SaaS MVP features to skip early (to save months)
This is where you win time.
1) AI features before product-market fit
AI can be powerful, but it also increases complexity.
AI makes sense only when:
- your product already has usage patterns
- you know what users repeat daily
- you have enough data to improve outcomes
If you add AI too early, you’ll burn time building something users may not even need.
2) Multi-role permissions (unless required)
Permissions get complicated fast.
If your MVP is for internal teams and roles are essential, build basic roles. Otherwise, keep it simple in MVP and upgrade later.
3) Multi-language and multi-region from day one
Global scaling sounds exciting, but MVP should validate the core product first.
4) Advanced customization and theme options
Users don’t care about themes if your product doesn’t solve the problem.
Build value first. Customization comes after.
5) Too many integrations early
Integrations are useful, but they also increase testing and maintenance.
Start with:
- 1–2 key integrations only
- the ones your buyer truly needs to use the product
SaaS MVP feature prioritization (a simple method)
If you’re stuck between “what to build first,” use this quick filter:
Ask for every feature:
- Does it help users get value faster?
- Does it improve activation or retention?

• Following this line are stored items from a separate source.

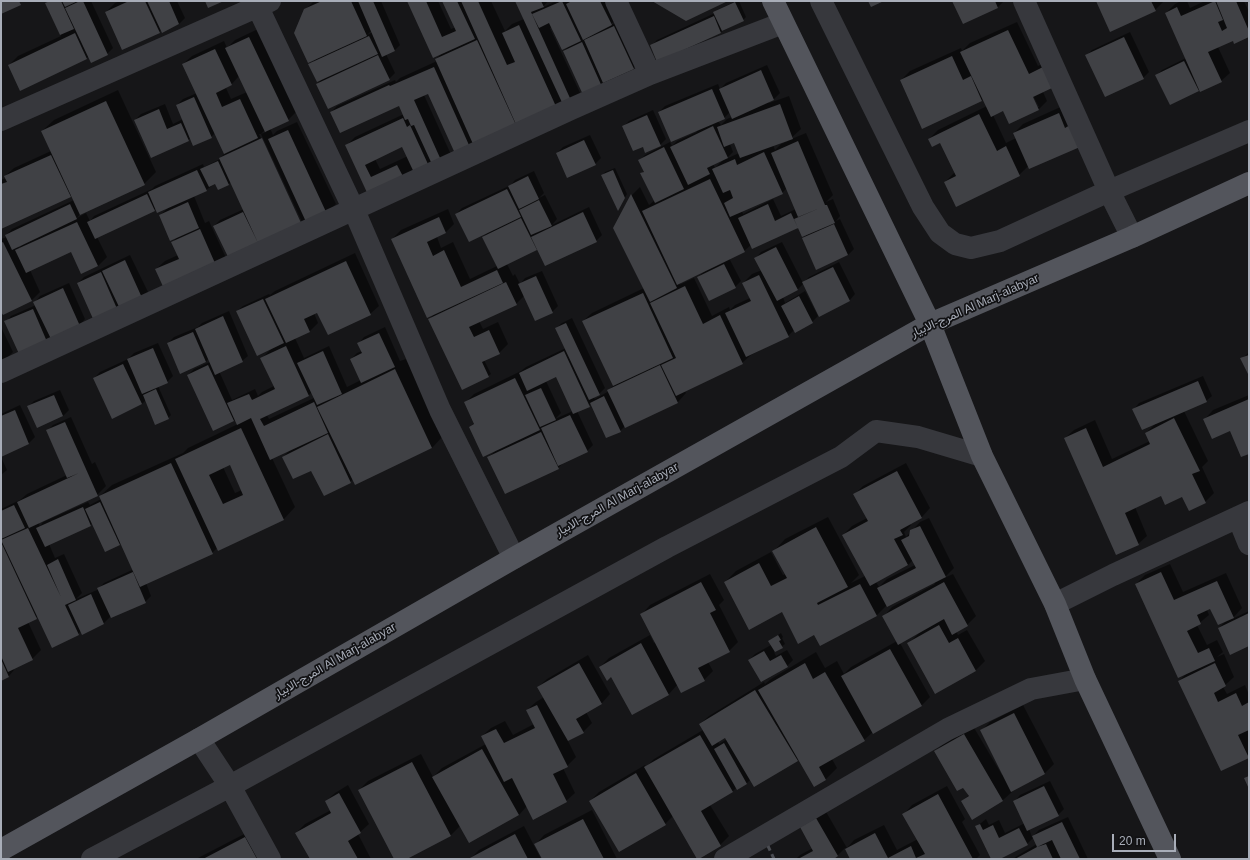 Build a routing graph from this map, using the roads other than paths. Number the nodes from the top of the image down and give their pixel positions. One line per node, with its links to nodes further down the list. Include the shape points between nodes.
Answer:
1 (616, 1): 7 (street)
2 (773, 1): 6 (main road)
3 (821, 1): 11 (street, via 923,207 940,233 955,244 971,248 1000,241)
4 (1024, 1): 11 (street)
5 (261, 3): 8 (street); 12 (street)
6 (783, 23): 7 (street); 14 (main road)
7 (650, 74): 12 (street)
8 (1, 120)
9 (1249, 131): 11 (street)
10 (1249, 183): 13 (main road, المرج-الابيار Al Marj-alabyar)
11 (1109, 191): 13 (street)
12 (354, 210): 15 (street); 19 (street, via 440,410)
13 (1132, 237): 14 (main road, المرج-الابيار Al Marj-alabyar)
14 (930, 324): 16 (main road); 19 (main road, المرج-الابيار Al Marj-alabyar)
15 (1, 372)
16 (982, 456): 20 (main road); 23 (street, via 918,437 876,431 841,457 668,547)
17 (1243, 515): 18 (street); 20 (street)
18 (1249, 544)
19 (514, 558): 22 (main road, المرج-الابيار Al Marj-alabyar)
20 (1055, 604): 21 (main road)
21 (1085, 679): 27 (street, via 1031,689 948,729); 28 (main road)
22 (199, 739): 23 (street); 24 (main road, المرج-الابيار Al Marj-alabyar)
23 (230, 786): 25 (street); 26 (street)
24 (1, 850)
25 (92, 859)
26 (270, 859)
27 (725, 859)
28 (1170, 859)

- Will users pay for this right now?
- Can we build it without slowing the launch?
If the answer is “no” to most, it’s not MVP.
Your MVP should feel small, but effective.
MVP launch plan: how to ship faster without regret
A clean MVP launch plan looks like this:
- Build the core workflow
- Make onboarding simple
- Add basic tracking
- Release to a small group
- Improve based on usage, not opinions
- Scale features in V2
The goal is not perfection. The goal is speed and learning.

Key Takeaways for Your SaaS MVP
The best SaaS MVP is not the one with the most features. It’s the one that delivers one clear outcome, helps users adopt the product quickly, and gives you real feedback to improve the next version.
Build the essentials first: onboarding, core value, a clean dashboard experience, and tracking. Skip AI, heavy customization, and advanced integrations until your product proves demand. That’s how you launch faster, reduce waste, and move toward product-market fit with confidence.